I believe that change is a necessary task in making communities more effective or at least, better. I believe that to effect some change in communities members of these communities must come together and this coming together may then result in what we call nonprofits. Nonprofits in turn select volunteers to serve as their leaders and the IRS recognizes these leaders as, effectively, the surrogate "owners". These leaders or surrogate owners are known as the board.
Obviously not all the changes in a given community that nonprofit boards seek will satisfy everyone. Indeed, some choices nonprofit boards make will even offend portions of their communities. In many cases the portion that may be offended includes those with power, money, connections, etc. Those who have power may choose to support the direction and programs of the nonprofit, but if they philosophically disagree with the nonprofit's path they may withdrawl support or even try and hinder.

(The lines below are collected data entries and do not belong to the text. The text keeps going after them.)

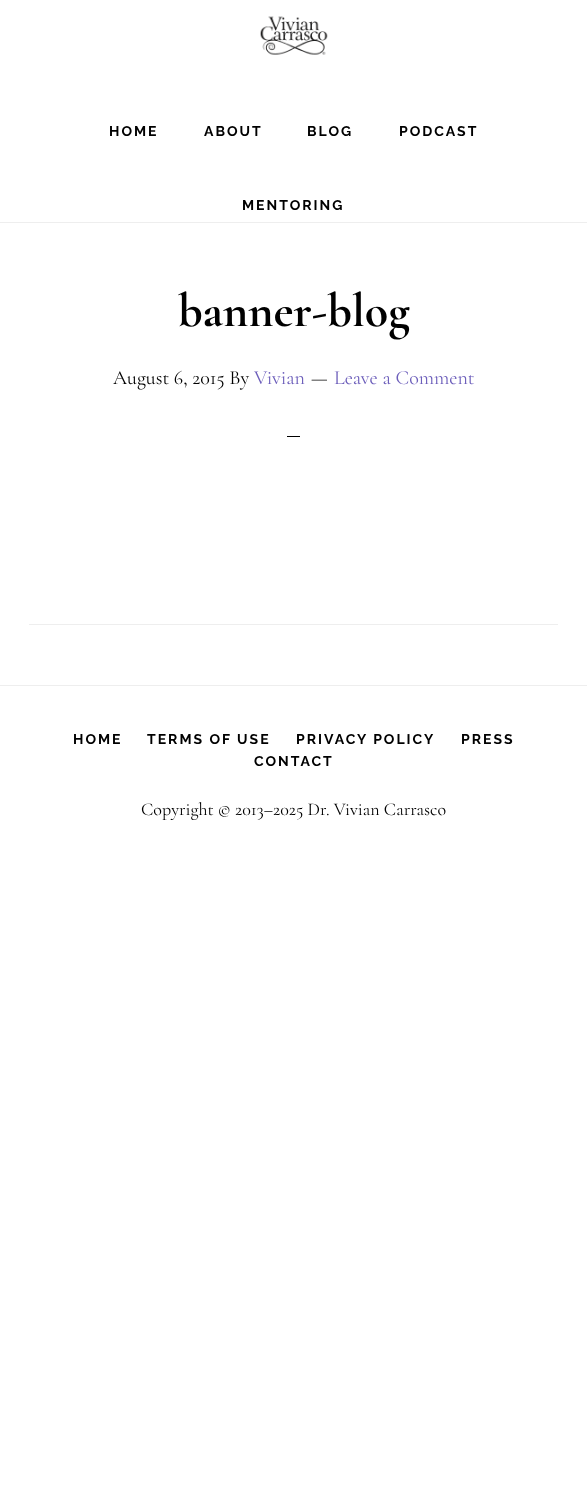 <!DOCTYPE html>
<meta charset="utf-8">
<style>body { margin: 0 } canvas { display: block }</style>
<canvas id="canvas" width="587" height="1506"></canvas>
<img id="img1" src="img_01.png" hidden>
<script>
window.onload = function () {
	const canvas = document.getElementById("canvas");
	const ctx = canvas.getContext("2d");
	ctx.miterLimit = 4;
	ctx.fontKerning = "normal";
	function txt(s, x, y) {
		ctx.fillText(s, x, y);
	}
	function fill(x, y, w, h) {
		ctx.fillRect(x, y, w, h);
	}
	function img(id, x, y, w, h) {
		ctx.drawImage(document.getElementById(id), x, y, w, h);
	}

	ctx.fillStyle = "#FFFFFF";
	fill(0, 0, 587, 1506);
	ctx.fillStyle = "#EEEEEE";
	fill(0, 222, 587, 1);
	img("img1", 260, 16, 68, 39);
	fill(29, 624, 529, 1);
	ctx.fillStyle = "#000000";
	fill(287, 436, 13, 1);
	ctx.fillStyle = "#EEEEEE";
	fill(0, 685, 587, 1);
	ctx.letterSpacing = "2px";
	ctx.font = "100 14px Raleway";
	ctx.fillStyle = "#000000";
	txt("HOME", 109, 136);
	txt("ABOUT", 204, 136);
	txt("BLOG", 307, 136);
	txt("PODCAST", 399, 136);
	txt("MENTORING", 242, 210);
	ctx.letterSpacing = "0px";
	ctx.font = "bold 48px Cormorant Garamond";
	txt("banner-blog", 178, 326);
	ctx.font = "20px Cormorant Garamond";
	txt("August 6, 2015 By", 113, 384);
	ctx.fillStyle = "#6D5FBB";
	txt("Vivian", 254, 384);
	ctx.fillStyle = "#000000";
	txt("—", 311, 384);
	ctx.fillStyle = "#6D5FBB";
	txt("Leave a Comment", 334, 384);
	ctx.letterSpacing = "2px";
	ctx.font = "100 14px Raleway";
	ctx.fillStyle = "#000000";
	txt("HOME", 73, 744);
	txt("TERMS OF USE", 147, 744);
	txt("PRIVACY POLICY", 296, 744);
	txt("PRESS", 461, 744);
	txt("CONTACT", 254, 766);
	ctx.letterSpacing = "0px";
	ctx.font = "18px Cormorant Garamond";
	txt("Copyright © 2013–2025 Dr. Vivian Carrasco", 141, 815);
};
</script>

Why do I speak of this? In a National Committee for Responsive Philanthropy blog entry, a community organizing group in Colorado and a national organization of religious women are profiled as folks who are basically being oppressed by their funders because of directions they have chosen. On the one hand, I want to shout aobut the unfairness of this situation, as the author of this blog has done. At the same time I want to say: hey, you hopefully knew the consequences of your decisions and as is true for every market decision, you can't satisfy every audience all the time.
The lesson: nonprofit boards must be mindful of the consequences of their actions. Mission comes first but mission first does not guarantee support from everyone.